Segment Start: RECORD SET
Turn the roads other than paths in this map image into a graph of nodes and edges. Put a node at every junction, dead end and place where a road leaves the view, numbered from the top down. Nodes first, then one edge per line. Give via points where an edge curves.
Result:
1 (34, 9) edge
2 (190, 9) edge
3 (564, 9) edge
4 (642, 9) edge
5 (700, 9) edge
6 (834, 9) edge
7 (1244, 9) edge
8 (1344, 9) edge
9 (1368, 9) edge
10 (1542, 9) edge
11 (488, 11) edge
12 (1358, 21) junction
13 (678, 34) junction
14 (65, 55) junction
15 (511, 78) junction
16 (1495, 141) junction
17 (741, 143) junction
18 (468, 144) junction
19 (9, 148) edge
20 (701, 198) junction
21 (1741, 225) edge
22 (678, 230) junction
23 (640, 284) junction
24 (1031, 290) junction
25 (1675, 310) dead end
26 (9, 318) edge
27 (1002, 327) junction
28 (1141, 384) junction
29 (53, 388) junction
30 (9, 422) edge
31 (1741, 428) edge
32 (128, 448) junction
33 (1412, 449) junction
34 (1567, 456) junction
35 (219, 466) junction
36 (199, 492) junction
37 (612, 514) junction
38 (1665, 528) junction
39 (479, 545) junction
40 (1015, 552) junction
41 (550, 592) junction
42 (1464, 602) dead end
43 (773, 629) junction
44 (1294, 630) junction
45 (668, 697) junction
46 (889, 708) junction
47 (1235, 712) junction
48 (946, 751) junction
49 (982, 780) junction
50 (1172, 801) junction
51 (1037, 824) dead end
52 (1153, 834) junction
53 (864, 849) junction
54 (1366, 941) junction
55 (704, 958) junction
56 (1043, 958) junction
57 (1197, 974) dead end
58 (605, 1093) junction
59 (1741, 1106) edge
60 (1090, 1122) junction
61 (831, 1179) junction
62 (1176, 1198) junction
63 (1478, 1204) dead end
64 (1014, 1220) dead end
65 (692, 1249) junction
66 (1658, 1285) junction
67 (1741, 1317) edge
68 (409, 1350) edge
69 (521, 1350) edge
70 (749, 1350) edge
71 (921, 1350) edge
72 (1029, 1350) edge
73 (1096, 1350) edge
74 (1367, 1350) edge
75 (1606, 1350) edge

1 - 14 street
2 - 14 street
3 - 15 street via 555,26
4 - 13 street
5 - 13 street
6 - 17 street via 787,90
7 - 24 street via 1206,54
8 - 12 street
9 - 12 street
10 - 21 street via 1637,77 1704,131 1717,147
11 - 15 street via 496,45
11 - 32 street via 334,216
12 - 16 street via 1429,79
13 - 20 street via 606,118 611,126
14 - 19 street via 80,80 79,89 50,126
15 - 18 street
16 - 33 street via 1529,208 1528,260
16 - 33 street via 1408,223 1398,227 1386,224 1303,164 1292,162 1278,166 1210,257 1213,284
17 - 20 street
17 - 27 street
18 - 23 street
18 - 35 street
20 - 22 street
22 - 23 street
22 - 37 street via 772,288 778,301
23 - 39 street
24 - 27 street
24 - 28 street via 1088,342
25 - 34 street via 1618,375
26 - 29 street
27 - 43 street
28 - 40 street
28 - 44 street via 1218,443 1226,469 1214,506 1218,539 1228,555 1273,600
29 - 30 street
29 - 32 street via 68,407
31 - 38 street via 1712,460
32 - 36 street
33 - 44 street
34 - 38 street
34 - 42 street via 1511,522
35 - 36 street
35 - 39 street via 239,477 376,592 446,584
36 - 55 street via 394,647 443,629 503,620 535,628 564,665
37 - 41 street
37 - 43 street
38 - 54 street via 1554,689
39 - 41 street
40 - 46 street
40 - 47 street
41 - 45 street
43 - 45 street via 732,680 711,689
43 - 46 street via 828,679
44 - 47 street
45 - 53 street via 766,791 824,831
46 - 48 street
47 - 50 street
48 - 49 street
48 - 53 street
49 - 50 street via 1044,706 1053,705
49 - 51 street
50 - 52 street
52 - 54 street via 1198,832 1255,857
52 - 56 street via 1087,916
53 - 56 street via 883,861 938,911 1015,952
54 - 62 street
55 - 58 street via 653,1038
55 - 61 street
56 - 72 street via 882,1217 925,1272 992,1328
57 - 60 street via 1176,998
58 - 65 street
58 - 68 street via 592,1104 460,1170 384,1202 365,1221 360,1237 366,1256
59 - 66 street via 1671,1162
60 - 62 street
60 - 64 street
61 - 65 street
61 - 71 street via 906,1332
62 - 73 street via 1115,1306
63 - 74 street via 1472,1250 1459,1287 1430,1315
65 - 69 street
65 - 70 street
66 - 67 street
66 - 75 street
Segment End: RECORD SET
◆ WORK TO COMPLETE
Everything above, from first entry to last, must be reproduced exactly.

◆ THE COMPLETED TASK
Turn the roads other than paths in this map image into a graph of nodes and edges. Put a node at every junction, dead end and place where a road leaves the view, numbered from the top down. Nodes first, then one edge per line. Give via points where an edge curves.
Result:
1 (34, 9) edge
2 (190, 9) edge
3 (564, 9) edge
4 (642, 9) edge
5 (700, 9) edge
6 (834, 9) edge
7 (1244, 9) edge
8 (1344, 9) edge
9 (1368, 9) edge
10 (1542, 9) edge
11 (488, 11) edge
12 (1358, 21) junction
13 (678, 34) junction
14 (65, 55) junction
15 (511, 78) junction
16 (1495, 141) junction
17 (741, 143) junction
18 (468, 144) junction
19 (9, 148) edge
20 (701, 198) junction
21 (1741, 225) edge
22 (678, 230) junction
23 (640, 284) junction
24 (1031, 290) junction
25 (1675, 310) dead end
26 (9, 318) edge
27 (1002, 327) junction
28 (1141, 384) junction
29 (53, 388) junction
30 (9, 422) edge
31 (1741, 428) edge
32 (128, 448) junction
33 (1412, 449) junction
34 (1567, 456) junction
35 (219, 466) junction
36 (199, 492) junction
37 (612, 514) junction
38 (1665, 528) junction
39 (479, 545) junction
40 (1015, 552) junction
41 (550, 592) junction
42 (1464, 602) dead end
43 (773, 629) junction
44 (1294, 630) junction
45 (668, 697) junction
46 (889, 708) junction
47 (1235, 712) junction
48 (946, 751) junction
49 (982, 780) junction
50 (1172, 801) junction
51 (1037, 824) dead end
52 (1153, 834) junction
53 (864, 849) junction
54 (1366, 941) junction
55 (704, 958) junction
56 (1043, 958) junction
57 (1197, 974) dead end
58 (605, 1093) junction
59 (1741, 1106) edge
60 (1090, 1122) junction
61 (831, 1179) junction
62 (1176, 1198) junction
63 (1478, 1204) dead end
64 (1014, 1220) dead end
65 (692, 1249) junction
66 (1658, 1285) junction
67 (1741, 1317) edge
68 (409, 1350) edge
69 (521, 1350) edge
70 (749, 1350) edge
71 (921, 1350) edge
72 (1029, 1350) edge
73 (1096, 1350) edge
74 (1367, 1350) edge
75 (1606, 1350) edge

1 - 14 street
2 - 14 street
3 - 15 street via 555,26
4 - 13 street
5 - 13 street
6 - 17 street via 787,90
7 - 24 street via 1206,54
8 - 12 street
9 - 12 street
10 - 21 street via 1637,77 1704,131 1717,147
11 - 15 street via 496,45
11 - 32 street via 334,216
12 - 16 street via 1429,79
13 - 20 street via 606,118 611,126
14 - 19 street via 80,80 79,89 50,126
15 - 18 street
16 - 33 street via 1529,208 1528,260
16 - 33 street via 1408,223 1398,227 1386,224 1303,164 1292,162 1278,166 1210,257 1213,284
17 - 20 street
17 - 27 street
18 - 23 street
18 - 35 street
20 - 22 street
22 - 23 street
22 - 37 street via 772,288 778,301
23 - 39 street
24 - 27 street
24 - 28 street via 1088,342
25 - 34 street via 1618,375
26 - 29 street
27 - 43 street
28 - 40 street
28 - 44 street via 1218,443 1226,469 1214,506 1218,539 1228,555 1273,600
29 - 30 street
29 - 32 street via 68,407
31 - 38 street via 1712,460
32 - 36 street
33 - 44 street
34 - 38 street
34 - 42 street via 1511,522
35 - 36 street
35 - 39 street via 239,477 376,592 446,584
36 - 55 street via 394,647 443,629 503,620 535,628 564,665
37 - 41 street
37 - 43 street
38 - 54 street via 1554,689
39 - 41 street
40 - 46 street
40 - 47 street
41 - 45 street
43 - 45 street via 732,680 711,689
43 - 46 street via 828,679
44 - 47 street
45 - 53 street via 766,791 824,831
46 - 48 street
47 - 50 street
48 - 49 street
48 - 53 street
49 - 50 street via 1044,706 1053,705
49 - 51 street
50 - 52 street
52 - 54 street via 1198,832 1255,857
52 - 56 street via 1087,916
53 - 56 street via 883,861 938,911 1015,952
54 - 62 street
55 - 58 street via 653,1038
55 - 61 street
56 - 72 street via 882,1217 925,1272 992,1328
57 - 60 street via 1176,998
58 - 65 street
58 - 68 street via 592,1104 460,1170 384,1202 365,1221 360,1237 366,1256
59 - 66 street via 1671,1162
60 - 62 street
60 - 64 street
61 - 65 street
61 - 71 street via 906,1332
62 - 73 street via 1115,1306
63 - 74 street via 1472,1250 1459,1287 1430,1315
65 - 69 street
65 - 70 street
66 - 67 street
66 - 75 street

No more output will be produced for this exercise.